Encaustic paintings are a blend of beeswax, damar (tree resin) and archival oil pigments or pastels. The medium, as it is called, is melted, mixed and applied with a brush from a heated palette.
Once applied to the working surface, the medium can be further manipulated by dripping, incising, scraping, embedding, torching and building surface texture with additional medium and/or pigment layer by layer and fusing it together with a heat gun or torch.
One of the oldest painting methods known, encaustics have been dated to as early as the fourth century B.C., developed by the ancient Greek shipbuilders to fill cracks in their ships. Examples from A.D. 100-125 survive today in the form of portraits set into mummy casings in Greco-Roman Egypt designed to transport the deceased to a spiritual afterlife.

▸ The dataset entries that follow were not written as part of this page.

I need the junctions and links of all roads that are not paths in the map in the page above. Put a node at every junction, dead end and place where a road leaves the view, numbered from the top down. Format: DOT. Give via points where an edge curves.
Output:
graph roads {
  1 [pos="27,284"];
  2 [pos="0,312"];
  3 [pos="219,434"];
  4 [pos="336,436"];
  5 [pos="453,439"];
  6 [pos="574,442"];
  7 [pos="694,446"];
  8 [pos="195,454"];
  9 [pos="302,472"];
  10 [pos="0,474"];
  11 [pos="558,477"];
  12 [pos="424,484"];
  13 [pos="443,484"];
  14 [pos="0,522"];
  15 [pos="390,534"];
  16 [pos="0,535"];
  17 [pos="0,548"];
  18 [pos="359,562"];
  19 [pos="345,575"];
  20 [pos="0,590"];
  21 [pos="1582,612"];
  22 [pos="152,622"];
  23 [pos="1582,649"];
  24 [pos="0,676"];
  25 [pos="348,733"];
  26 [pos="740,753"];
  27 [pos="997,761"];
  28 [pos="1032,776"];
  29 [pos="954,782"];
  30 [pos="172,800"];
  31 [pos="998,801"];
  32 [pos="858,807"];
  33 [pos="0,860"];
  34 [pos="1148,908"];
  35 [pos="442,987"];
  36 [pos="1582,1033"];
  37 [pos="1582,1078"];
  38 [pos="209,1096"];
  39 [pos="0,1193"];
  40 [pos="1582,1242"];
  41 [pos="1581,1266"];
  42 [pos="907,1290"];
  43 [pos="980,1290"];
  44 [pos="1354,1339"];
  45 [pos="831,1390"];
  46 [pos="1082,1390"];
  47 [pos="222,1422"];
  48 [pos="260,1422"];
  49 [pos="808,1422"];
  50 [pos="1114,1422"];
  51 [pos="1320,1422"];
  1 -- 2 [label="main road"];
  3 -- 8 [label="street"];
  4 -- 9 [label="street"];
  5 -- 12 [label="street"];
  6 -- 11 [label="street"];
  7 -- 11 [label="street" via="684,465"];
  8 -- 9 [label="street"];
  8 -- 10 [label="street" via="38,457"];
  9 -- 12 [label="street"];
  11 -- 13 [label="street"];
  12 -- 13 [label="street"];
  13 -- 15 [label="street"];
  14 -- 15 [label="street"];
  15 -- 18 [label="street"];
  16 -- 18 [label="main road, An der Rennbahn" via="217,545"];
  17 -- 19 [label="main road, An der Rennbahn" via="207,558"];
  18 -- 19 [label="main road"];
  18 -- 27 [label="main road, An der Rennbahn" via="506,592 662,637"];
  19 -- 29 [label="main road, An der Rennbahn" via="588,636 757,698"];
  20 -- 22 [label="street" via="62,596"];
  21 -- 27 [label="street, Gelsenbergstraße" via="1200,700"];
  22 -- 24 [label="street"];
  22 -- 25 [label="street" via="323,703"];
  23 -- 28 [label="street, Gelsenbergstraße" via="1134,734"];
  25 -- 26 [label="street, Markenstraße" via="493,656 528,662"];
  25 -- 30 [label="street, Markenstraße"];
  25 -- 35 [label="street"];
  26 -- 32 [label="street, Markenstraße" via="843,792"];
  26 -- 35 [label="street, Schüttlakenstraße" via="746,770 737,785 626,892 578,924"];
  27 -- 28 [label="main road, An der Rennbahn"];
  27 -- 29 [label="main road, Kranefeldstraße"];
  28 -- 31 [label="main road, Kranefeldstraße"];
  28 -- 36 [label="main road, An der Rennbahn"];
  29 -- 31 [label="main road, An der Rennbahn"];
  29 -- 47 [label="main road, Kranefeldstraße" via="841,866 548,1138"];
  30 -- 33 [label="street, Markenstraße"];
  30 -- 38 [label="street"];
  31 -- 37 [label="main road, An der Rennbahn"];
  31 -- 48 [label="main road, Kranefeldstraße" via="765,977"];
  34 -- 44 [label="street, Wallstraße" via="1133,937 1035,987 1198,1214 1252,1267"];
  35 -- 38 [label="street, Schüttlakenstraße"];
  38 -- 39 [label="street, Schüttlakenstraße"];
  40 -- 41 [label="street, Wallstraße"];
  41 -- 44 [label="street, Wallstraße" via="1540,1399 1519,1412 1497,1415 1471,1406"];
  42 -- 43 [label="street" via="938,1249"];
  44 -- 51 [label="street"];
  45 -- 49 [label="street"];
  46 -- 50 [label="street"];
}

The ideal temperature range for these paintings is approximately 40-110°F (4-44°C). The beeswax will begin to melt at approximately 165° so placement and storage in indirect sunlight and never below freezing is best. It is recommended that an occasional light buffing with a soft cloth, old nylon or palm of the hand will bring the natural luster back to the piece if it dulls. These pieces should never be covered in glass and will bring lasting beauty and enjoyment for years to come.
Framing is strongly suggested for some pieces, not only for the sense of esthetics, but also for protection from scratches. A simple “floater” frame seems to best suit the medium and works well with any style of decor, but of course this is totally up to one’s individual taste and preferences.